I reach forward to grab her—to snap her neck and silence her for good, Mortem’s heart be damned—when my wings bristle.
They register the sting of pain before I do, curling around my body with strange fervor, as if to—as if to look at something.
My brow furrows at that stinging pain. At the trickle of warm liquid that follows.
Still staring at Zephyra, I lift a hand to it in a sickening mirror image, and my finger comes away with blood.
I stare at it.
She stares at me.
What. The. Fuck. Lip curling, I smear away the trickery—or rather, try to smear it away, but the cut on my throat remains. I can still feel it there, a dull burning, and when another drop of blood trickles from Zephyra’s, another trickles from mine as well.
My gaze snaps to her face, searching. Thinking. But—no. My jaw hardens. No matter what magic she might possess, I’m not letting this fucking mermaid get the best of me. “Do you really think a bit of blood is enough to hinder a warlock?”
“I think you might want to pay attention to why you’re bleeding.” She glances between our throats, our matching wounds. “If you kill me, you’ll only be damning yourself.”
“Liar.” Magic sizzles in my veins—a riot of lightning beneath my skin—and I release it with a short breath, slicing her once more, this time on her right hand. She seethes. And so do I.
Because my right hand—it bleeds in time with hers.
Fuck.
“Do you know what it means to save the life of a merrow?” She tilts her head, and damp waves cascade over her shoulders, over her breasts, down to the narrow of her waist, as her gaze burns with unbridled condescension. “Do you know what it means to steal from your beloved Mortem?”
I don’t respond. I can’t—because I don’t have a single fucking clue what she’s talking about, and not knowing… it’s unacceptable. It only makes me want to kill her more.
“Of course you don’t. Humankind destroyed most of the knowledge we shared with you.
” She waves a hand to the shore-palace. The tower is no more than a half-demolished limestone staircase now, and the open remnants of a broken building, like an eggshell cracked and stomped on.
But it has nothing to do with Zephyra or her people.
“Merrow are linked to the waves, the seas, the tides of the moon, the pull of water in every living being. Life. Our magic is linked to life. Saving a mermaid gifts you the magic running through their veins. Just a bit of it, and just until the debt is repaid—but it’s enough to link you.
To… to link us.” She inhales deeply, and any remaining humor vanishes as she frowns.
“You saved my life, Arion, and now…” She swallows hard, her hands curling upon the rock.
“Now I am in your debt.

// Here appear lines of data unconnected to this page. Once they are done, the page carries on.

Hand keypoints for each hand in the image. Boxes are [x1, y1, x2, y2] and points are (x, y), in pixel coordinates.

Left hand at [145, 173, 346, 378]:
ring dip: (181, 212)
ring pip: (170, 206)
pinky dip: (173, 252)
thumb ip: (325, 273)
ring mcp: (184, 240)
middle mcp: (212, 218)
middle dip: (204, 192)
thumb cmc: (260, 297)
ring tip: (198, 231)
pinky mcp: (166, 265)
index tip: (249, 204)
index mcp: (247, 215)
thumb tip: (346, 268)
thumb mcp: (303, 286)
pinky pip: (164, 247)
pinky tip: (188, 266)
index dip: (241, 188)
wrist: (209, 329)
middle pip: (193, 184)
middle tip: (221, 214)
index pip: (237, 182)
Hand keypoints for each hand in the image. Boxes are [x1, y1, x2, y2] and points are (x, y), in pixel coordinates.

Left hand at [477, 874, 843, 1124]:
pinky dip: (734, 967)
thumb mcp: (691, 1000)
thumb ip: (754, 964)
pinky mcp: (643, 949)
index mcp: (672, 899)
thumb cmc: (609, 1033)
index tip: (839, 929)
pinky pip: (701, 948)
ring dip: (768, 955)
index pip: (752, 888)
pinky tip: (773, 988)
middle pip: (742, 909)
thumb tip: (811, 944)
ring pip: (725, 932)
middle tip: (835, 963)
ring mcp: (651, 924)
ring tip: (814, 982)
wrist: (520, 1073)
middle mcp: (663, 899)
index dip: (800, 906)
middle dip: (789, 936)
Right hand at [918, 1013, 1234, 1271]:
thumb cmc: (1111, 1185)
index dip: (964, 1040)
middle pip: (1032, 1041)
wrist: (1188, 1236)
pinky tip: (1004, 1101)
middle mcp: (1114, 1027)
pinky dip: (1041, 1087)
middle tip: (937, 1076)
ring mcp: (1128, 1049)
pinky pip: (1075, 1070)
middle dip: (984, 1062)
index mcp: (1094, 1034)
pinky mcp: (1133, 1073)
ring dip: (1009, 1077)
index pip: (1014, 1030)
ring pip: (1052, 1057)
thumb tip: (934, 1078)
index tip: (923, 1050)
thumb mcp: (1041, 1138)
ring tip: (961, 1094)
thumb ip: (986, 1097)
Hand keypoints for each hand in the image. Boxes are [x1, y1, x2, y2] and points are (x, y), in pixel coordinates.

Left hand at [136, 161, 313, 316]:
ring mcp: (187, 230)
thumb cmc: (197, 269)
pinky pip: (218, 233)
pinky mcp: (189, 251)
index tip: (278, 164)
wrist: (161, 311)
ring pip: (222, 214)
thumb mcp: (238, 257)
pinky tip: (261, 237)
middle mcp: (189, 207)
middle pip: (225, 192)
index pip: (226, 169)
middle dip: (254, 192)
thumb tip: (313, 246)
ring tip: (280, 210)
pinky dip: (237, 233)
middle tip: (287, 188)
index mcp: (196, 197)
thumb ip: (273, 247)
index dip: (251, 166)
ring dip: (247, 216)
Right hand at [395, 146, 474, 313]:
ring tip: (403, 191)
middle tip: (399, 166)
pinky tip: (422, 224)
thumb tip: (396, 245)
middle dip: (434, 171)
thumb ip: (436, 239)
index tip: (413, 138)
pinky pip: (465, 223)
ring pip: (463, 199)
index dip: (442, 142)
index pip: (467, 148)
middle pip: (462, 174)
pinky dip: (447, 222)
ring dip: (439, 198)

Your blood is my blood. We are as one until the debt is repaid and I save your life.”
Already my head is shaking. “Bullshit.” Because she’s lying. She has to be lying. “I’ve never read anything, never heard—”
“Rescued any merrow from sudden death lately? How about the rest of your brethren?” She hisses the word, then picks up a rock and hurls it at me. My wing bats it away easily before ruffling in indignation. “If you’d just let me save you from drowning, this wouldn’t still be happening—”
“If I’d left it up to you, we’d be sliding through a shark’s intestines right now. You were helpless, and useless, and you’re lucky I had enough magic to save us.”